Consumer directed interoperability is another prospect that some industry stakeholders are calling for as well. This can be driven by initiatives that want to give patients greater access to, and greater control of, their own data.
“This has lead to a thought that maybe there could be a paradigm shift where the patient themselves could be the driver of interoperability,” he explained. “That’s on the horizon. It’s not as if we have that right now or that we have the ability to do that right now. It would take a real paradigm shift for that to happen.”
Even just less than two years ago, patients may not have even had the tools to be able to ask more specific questions about their own health data, Tripathi said.
“Now we just start to see that there are pathways where patients could access their data,” he stated. “Maybe they could start to be the drivers of interoperability and almost flip the equation.”

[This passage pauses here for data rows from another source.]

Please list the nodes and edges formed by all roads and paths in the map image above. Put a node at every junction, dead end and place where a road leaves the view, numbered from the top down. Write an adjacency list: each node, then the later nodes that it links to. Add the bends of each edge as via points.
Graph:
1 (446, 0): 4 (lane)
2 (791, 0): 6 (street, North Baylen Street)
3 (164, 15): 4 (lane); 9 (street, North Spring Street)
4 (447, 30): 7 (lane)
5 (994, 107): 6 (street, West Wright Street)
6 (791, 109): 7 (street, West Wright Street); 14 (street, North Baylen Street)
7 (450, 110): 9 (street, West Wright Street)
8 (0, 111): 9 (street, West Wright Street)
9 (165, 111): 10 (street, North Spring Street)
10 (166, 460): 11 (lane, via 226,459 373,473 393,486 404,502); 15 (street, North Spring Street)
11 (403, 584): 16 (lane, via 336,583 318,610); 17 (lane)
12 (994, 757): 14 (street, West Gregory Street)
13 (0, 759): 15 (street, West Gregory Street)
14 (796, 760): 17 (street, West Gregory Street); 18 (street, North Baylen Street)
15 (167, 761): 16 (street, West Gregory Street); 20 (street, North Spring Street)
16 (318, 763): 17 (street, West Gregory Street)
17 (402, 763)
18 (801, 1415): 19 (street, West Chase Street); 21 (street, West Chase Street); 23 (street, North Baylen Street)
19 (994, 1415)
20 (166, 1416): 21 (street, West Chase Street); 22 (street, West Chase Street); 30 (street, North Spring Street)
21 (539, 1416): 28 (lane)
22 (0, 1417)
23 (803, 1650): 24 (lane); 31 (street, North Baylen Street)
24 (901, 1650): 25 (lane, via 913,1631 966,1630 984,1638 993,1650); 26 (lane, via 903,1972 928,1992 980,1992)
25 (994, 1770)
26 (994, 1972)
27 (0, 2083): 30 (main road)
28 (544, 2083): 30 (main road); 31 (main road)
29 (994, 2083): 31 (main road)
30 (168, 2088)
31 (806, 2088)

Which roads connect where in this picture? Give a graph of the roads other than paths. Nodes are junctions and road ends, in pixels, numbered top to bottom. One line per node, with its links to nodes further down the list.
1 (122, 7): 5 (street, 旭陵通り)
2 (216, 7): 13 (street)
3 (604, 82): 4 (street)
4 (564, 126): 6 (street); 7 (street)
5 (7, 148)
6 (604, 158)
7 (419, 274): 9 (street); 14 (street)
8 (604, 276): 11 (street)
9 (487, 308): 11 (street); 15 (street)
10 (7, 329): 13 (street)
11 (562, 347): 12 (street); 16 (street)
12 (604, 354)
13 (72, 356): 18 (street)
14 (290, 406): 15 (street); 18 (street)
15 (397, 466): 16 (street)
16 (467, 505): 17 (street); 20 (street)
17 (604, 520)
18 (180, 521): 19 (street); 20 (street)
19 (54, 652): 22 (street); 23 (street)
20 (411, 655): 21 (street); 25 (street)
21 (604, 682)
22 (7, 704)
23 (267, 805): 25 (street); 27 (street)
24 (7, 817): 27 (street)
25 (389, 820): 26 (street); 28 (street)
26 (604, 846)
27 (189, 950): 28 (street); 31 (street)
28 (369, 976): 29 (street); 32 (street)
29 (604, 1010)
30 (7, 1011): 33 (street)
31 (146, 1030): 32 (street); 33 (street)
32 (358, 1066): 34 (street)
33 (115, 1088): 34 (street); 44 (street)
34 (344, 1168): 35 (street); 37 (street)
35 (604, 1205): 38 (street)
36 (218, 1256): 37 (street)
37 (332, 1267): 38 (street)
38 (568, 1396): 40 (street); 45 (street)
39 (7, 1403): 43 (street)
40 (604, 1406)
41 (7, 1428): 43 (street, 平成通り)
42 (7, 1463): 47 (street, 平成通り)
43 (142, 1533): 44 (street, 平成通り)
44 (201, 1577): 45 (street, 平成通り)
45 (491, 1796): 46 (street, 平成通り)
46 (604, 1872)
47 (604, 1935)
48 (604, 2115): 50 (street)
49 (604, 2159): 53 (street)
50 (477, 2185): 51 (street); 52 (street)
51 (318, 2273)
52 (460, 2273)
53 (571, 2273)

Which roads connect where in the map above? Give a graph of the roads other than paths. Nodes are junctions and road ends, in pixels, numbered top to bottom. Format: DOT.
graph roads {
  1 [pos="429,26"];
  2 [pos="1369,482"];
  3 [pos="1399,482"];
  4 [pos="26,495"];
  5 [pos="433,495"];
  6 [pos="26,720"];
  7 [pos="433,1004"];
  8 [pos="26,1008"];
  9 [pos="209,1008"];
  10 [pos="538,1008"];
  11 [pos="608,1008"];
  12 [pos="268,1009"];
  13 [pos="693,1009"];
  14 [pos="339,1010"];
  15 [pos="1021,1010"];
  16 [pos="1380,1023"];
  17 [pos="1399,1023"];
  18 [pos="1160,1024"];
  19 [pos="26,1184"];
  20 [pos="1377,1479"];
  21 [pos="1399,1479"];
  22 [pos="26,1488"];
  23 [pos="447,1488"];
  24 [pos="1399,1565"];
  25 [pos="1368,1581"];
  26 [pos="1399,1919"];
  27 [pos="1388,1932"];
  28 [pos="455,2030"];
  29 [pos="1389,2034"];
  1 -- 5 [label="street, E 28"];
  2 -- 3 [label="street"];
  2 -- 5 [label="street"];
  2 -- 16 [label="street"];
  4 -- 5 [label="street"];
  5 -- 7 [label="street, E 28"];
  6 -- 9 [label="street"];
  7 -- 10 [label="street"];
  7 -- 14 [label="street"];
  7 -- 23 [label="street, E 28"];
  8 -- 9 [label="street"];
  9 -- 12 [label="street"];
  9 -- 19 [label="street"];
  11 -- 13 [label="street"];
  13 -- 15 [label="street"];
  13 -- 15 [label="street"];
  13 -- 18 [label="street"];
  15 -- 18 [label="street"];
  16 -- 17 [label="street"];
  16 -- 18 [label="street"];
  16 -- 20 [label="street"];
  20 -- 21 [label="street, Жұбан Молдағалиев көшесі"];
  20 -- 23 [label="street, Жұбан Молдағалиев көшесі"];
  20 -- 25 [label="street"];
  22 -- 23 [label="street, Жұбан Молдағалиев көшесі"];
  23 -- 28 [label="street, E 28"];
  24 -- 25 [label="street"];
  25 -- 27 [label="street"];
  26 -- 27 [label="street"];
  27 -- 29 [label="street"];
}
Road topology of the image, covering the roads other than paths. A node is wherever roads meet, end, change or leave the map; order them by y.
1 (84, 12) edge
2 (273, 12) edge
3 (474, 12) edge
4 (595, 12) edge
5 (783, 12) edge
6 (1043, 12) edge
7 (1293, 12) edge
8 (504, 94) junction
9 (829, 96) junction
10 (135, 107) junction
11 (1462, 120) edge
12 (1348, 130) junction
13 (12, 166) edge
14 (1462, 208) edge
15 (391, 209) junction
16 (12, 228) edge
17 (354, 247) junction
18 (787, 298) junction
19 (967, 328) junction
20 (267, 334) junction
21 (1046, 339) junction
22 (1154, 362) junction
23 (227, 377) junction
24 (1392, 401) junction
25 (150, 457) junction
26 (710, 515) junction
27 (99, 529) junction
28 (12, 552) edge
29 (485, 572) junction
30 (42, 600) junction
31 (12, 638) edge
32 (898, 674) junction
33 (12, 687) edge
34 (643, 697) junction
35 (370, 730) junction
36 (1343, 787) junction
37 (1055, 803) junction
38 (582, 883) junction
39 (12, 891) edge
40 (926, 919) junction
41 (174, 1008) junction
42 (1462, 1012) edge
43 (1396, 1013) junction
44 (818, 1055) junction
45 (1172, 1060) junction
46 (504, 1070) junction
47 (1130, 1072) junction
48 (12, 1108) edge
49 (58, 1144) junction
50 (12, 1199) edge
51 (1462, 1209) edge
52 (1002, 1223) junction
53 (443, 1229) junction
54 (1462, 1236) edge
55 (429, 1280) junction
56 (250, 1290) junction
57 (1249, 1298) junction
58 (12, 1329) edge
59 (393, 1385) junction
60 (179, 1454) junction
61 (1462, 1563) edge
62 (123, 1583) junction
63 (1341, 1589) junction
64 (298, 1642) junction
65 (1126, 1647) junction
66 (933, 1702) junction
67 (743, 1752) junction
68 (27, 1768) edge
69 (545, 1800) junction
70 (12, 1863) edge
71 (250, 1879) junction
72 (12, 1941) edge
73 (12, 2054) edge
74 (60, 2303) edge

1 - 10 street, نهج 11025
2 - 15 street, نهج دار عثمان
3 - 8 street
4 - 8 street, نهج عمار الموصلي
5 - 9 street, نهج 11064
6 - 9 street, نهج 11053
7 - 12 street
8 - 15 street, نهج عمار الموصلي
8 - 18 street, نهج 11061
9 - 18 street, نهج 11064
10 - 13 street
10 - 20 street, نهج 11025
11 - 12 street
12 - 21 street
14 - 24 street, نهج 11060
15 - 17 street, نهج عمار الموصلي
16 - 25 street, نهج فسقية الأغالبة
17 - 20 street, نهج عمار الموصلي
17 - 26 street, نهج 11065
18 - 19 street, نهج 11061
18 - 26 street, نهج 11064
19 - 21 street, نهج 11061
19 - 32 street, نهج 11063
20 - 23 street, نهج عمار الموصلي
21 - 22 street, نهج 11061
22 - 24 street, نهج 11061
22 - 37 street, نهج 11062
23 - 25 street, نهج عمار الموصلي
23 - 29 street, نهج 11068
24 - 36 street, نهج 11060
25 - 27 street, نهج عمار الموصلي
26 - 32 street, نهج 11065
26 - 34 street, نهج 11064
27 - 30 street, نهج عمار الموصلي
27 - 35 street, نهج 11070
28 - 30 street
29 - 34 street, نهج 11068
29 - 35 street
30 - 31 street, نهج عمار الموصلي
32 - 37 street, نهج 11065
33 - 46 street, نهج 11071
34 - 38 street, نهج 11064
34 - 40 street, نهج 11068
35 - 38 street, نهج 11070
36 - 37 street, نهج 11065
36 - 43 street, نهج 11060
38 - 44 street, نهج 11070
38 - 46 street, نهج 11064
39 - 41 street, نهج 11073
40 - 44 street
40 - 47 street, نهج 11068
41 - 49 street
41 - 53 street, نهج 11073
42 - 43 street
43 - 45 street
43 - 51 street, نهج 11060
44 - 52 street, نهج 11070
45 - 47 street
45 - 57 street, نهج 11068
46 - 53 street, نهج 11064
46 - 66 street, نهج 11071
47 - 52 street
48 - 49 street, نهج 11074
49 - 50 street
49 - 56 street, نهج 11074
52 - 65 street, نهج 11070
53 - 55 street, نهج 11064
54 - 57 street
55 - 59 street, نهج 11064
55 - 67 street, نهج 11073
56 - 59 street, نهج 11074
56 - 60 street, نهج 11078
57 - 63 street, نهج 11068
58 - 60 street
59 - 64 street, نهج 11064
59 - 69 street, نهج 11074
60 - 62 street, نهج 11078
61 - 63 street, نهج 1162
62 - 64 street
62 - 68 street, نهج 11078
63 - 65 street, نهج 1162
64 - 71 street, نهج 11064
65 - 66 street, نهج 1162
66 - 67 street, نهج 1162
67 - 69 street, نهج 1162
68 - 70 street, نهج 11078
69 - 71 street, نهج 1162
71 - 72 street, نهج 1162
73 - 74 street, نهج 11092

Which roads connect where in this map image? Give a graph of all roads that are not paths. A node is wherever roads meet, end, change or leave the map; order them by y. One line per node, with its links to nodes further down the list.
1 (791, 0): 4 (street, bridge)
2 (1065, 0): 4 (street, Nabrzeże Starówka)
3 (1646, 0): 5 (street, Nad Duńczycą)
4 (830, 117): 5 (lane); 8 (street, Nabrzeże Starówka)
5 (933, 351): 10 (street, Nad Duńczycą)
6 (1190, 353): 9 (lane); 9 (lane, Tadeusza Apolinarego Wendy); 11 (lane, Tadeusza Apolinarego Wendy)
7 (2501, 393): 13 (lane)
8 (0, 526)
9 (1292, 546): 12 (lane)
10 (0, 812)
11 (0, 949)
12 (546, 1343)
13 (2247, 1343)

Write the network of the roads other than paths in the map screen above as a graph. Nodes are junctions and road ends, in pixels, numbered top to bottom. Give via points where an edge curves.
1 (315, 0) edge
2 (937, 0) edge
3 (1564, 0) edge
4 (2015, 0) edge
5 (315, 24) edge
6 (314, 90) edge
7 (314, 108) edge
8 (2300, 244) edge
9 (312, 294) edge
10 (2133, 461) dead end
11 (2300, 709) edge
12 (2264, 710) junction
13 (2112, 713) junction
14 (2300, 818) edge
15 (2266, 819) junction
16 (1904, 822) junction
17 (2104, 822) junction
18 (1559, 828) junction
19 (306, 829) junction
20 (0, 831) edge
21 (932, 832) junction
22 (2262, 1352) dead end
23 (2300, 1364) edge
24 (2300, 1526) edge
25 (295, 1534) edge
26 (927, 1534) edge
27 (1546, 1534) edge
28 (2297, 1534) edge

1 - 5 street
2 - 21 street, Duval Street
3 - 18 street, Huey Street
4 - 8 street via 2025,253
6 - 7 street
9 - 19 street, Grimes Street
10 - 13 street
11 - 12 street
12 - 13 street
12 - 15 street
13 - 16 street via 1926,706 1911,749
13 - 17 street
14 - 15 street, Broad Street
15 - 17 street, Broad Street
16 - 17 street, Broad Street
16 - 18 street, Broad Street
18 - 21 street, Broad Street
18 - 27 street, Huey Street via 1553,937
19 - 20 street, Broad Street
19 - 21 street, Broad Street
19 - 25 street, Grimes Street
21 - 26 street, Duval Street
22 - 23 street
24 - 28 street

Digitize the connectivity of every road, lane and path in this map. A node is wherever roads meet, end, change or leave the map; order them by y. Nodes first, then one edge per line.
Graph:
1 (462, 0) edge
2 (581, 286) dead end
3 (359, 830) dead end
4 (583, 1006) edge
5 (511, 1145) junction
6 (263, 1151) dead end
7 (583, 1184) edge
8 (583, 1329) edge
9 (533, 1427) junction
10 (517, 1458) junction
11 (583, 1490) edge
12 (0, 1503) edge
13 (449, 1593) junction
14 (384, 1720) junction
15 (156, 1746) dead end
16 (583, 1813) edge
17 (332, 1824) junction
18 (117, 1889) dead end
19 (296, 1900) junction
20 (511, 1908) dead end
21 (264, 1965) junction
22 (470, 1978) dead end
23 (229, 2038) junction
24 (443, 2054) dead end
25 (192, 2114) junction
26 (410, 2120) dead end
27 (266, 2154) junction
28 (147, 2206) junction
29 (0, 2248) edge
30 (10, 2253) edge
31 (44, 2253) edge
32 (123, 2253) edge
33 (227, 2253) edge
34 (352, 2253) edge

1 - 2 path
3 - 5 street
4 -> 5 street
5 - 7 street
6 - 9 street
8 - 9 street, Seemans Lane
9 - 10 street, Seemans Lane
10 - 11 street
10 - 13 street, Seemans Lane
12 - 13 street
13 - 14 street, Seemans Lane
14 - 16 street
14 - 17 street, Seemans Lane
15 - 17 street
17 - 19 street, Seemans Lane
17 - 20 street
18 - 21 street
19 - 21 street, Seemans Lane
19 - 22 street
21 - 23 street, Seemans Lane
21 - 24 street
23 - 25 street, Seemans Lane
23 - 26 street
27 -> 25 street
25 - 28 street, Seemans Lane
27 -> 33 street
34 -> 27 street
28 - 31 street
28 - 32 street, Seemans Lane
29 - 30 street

The tools are going to be in place for patients to be able to exercise that desire for access. One of the biggest challenges with that though is once a patient has control over her own data, she has left the protective confines of HIPAA, Tripathi noted.
“HIPAA says that once the patient has their data, they can do whatever they want at that point and it’s not subject to HIPAA anymore,” he explained. “The nightmare scenario is now I’ve got the data on my phone and somehow some nefarious app has gained access to it. Perhaps because I gave them access to it because I didn’t realize. All of a sudden, a third-party has access to my clinical data and it wouldn’t be against the law for anyone to do anything with the data at that point.”
That control and ownership aspect is a big issue with policy makers right now, and others are just starting to recognize the need to get a handle on the issue, Tripathi said.
“We have a headlong rush to have patients have control,” he concluded. “Patients having their data in their control, we might want to think about what the unintended consequences might be. We might want to think about how we educate patients.”
“At a minimum, we need to educate patients so that they understand the risks. Perhaps we need to go beyond the minimum and set up data privacy regulations that govern data that is now in the hands of patients.”